The only exception is doing VGA graphics in a linux console
> or running a raw X server with no window manager but they're both frankly of
> little use in this day and age.
If such a thing can plot a pixel of a particular colour, then it has
everything needed to do graphics. (In theory; in practice it'll be too
slow for most things, and you will need to build a higher level library.)
>> Tell where in that code you specify which window you you write to, how
>> big the window is, and how it handles resizing or overlaps. Oh, you don't?
>
> Thats because - on unix at least - stdout writes to the tty which may or may
> not be linked to a virtual or physical terminal. Normally that terminal will
> be the one you run the program from within but it doesn't have to be the case.

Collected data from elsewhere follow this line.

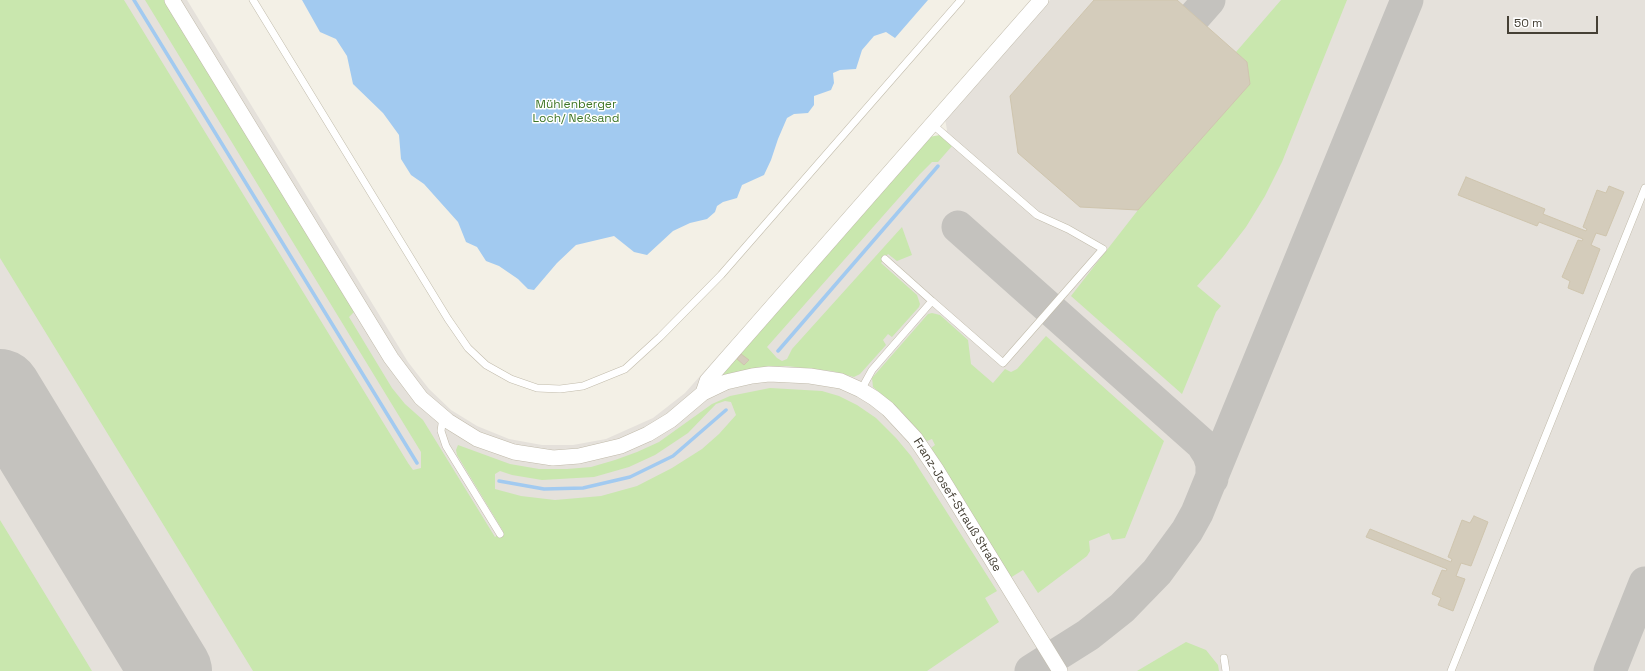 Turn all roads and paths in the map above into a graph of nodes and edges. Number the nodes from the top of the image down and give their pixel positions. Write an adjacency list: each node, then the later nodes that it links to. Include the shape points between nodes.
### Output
1 (172, 0): 11 (street, via 391,358 421,398)
2 (253, 0): 3 (lane, via 468,348 486,366 511,379 537,388 560,389 583,386 625,369 660,337 721,275)
3 (961, 0)
4 (1041, 0): 5 (street)
5 (932, 124): 8 (lane, via 1037,215 1102,249 1003,363); 10 (street, via 720,366 708,381)
6 (1645, 188): 16 (lane)
7 (885, 259): 8 (lane)
8 (932, 301): 9 (lane, via 872,370)
9 (861, 390): 10 (street, Franz-Josef-Strauß Straße, via 828,377 769,374 726,382); 14 (street, Franz-Josef-Strauß Straße, via 888,409 924,449)
10 (703, 393): 11 (street, via 671,420 634,441 609,450 569,457 534,456 504,450 463,432)
11 (443, 417): 12 (lane, via 442,431 446,446)
12 (500, 534)
13 (1224, 658): 15 (lane)
14 (1060, 671)
15 (1226, 671)
16 (1451, 671)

Fine, do the graphics via text escapes; it doesn't really matter. (I
used to develop graphics boards, and at least one was driven via a
serial interface.)
>> Now imagine you had this line:
>>
>> setpixel(124, 456, 0xFF00FF);
>>
>> Do you get it now?
>
> And where does it writes to? Are you going to implement a shell inside your
> graphical window in order to kick it off? You might wish that we were still
> in the past with a single output destination but consumer OS's are not like
> that.
Windows at least lets you have a handle to the current console such that
you can draw pixel graphics into it. You get results like this:
https://github.com/sal55/langs/blob/master/console.png
But I'd recommend creating a separate window. That that can become the
default for pixel-based output.
(I'd say that was a concession to the 2020s, but the first graphics
hardware I build 40 years also had separate circuits for text and pixel
graphics, in that case with a discrete switch; I can't remember if one
could be overlaid on the other. There was only one monitor anyway. That
system was used for 3D graphics and image capturing and processing - on
8-bit hardware.)
The idea is to keep it simple, yes? And also something that is
guaranteed to be available.
> Umm, pdf has been a standard interchange format for a very long time.
> Postscript seems to be fading away a bit.

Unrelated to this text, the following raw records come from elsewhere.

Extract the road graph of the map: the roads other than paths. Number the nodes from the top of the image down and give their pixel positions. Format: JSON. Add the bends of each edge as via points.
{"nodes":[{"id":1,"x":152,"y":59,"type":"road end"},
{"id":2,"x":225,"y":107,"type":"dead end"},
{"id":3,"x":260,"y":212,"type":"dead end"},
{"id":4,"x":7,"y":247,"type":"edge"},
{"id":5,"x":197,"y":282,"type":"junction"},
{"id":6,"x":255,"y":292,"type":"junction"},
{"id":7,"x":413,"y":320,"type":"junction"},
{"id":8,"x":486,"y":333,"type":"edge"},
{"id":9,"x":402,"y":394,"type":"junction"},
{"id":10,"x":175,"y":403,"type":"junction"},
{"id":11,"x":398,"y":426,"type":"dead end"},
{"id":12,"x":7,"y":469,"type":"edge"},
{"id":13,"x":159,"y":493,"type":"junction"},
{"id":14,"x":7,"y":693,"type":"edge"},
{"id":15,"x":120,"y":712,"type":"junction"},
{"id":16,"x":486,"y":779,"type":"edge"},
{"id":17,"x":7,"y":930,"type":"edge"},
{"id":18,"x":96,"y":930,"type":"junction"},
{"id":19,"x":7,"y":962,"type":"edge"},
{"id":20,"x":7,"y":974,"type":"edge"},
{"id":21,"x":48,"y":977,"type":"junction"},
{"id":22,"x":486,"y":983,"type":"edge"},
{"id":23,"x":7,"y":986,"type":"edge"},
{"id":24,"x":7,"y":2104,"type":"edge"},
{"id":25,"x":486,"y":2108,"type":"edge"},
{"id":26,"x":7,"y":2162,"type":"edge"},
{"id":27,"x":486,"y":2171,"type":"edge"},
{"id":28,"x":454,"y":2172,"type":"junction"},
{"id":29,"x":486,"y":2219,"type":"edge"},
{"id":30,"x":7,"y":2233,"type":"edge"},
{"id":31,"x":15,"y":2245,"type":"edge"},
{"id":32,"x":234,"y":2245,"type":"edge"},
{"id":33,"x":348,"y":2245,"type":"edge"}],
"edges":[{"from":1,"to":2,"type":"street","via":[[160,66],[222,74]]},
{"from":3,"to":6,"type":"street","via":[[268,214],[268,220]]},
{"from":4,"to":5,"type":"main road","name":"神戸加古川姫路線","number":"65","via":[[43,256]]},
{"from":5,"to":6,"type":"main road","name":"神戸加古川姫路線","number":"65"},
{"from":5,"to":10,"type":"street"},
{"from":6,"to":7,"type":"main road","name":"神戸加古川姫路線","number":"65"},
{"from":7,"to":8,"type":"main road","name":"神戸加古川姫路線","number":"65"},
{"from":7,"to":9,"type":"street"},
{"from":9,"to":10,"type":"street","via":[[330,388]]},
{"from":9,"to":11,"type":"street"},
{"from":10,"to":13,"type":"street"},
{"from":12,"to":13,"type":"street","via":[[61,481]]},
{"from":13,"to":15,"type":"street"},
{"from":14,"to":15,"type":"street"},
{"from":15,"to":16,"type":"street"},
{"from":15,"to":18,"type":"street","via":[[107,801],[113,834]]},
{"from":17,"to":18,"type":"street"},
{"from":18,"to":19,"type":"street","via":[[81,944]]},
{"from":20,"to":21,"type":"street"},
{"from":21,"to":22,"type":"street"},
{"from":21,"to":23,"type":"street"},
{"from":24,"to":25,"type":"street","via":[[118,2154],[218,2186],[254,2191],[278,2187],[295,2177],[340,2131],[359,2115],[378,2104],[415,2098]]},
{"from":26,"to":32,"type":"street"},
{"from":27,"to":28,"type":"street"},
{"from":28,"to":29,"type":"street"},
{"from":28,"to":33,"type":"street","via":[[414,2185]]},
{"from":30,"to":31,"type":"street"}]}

PDF seems to be a development of encapsulated Postscript. I wrote CAD
applications where a variety of such things were rendering targets (and
NeXT showed that PS could be used for interaction). But I think a
dedicated screen library, with the possibility of capturing drawing
commands, would be better.
>> below draws a solid, outlined circle into a giant bitmap. The functions
>> used are thin-ish wrappers around WinAPI, and using 1990s GDI (though
>> using dynamic code).
>
> You're stuck in the past. Time for you to catch the clue train back to 2020.
Not me. Clearly you and plenty of others want things to remain
complicated (maybe you get better paid that way, I don't know), with
myriad choices of graphics libraries each more elaborate than the next.
I like looking to the past because things that were a piece of cake back
then are now a bleeding nightmare, so lessons can be learnt. Yes, things
are bit more complex now, but maybe 1 magnitude more complex not several
magnitudes.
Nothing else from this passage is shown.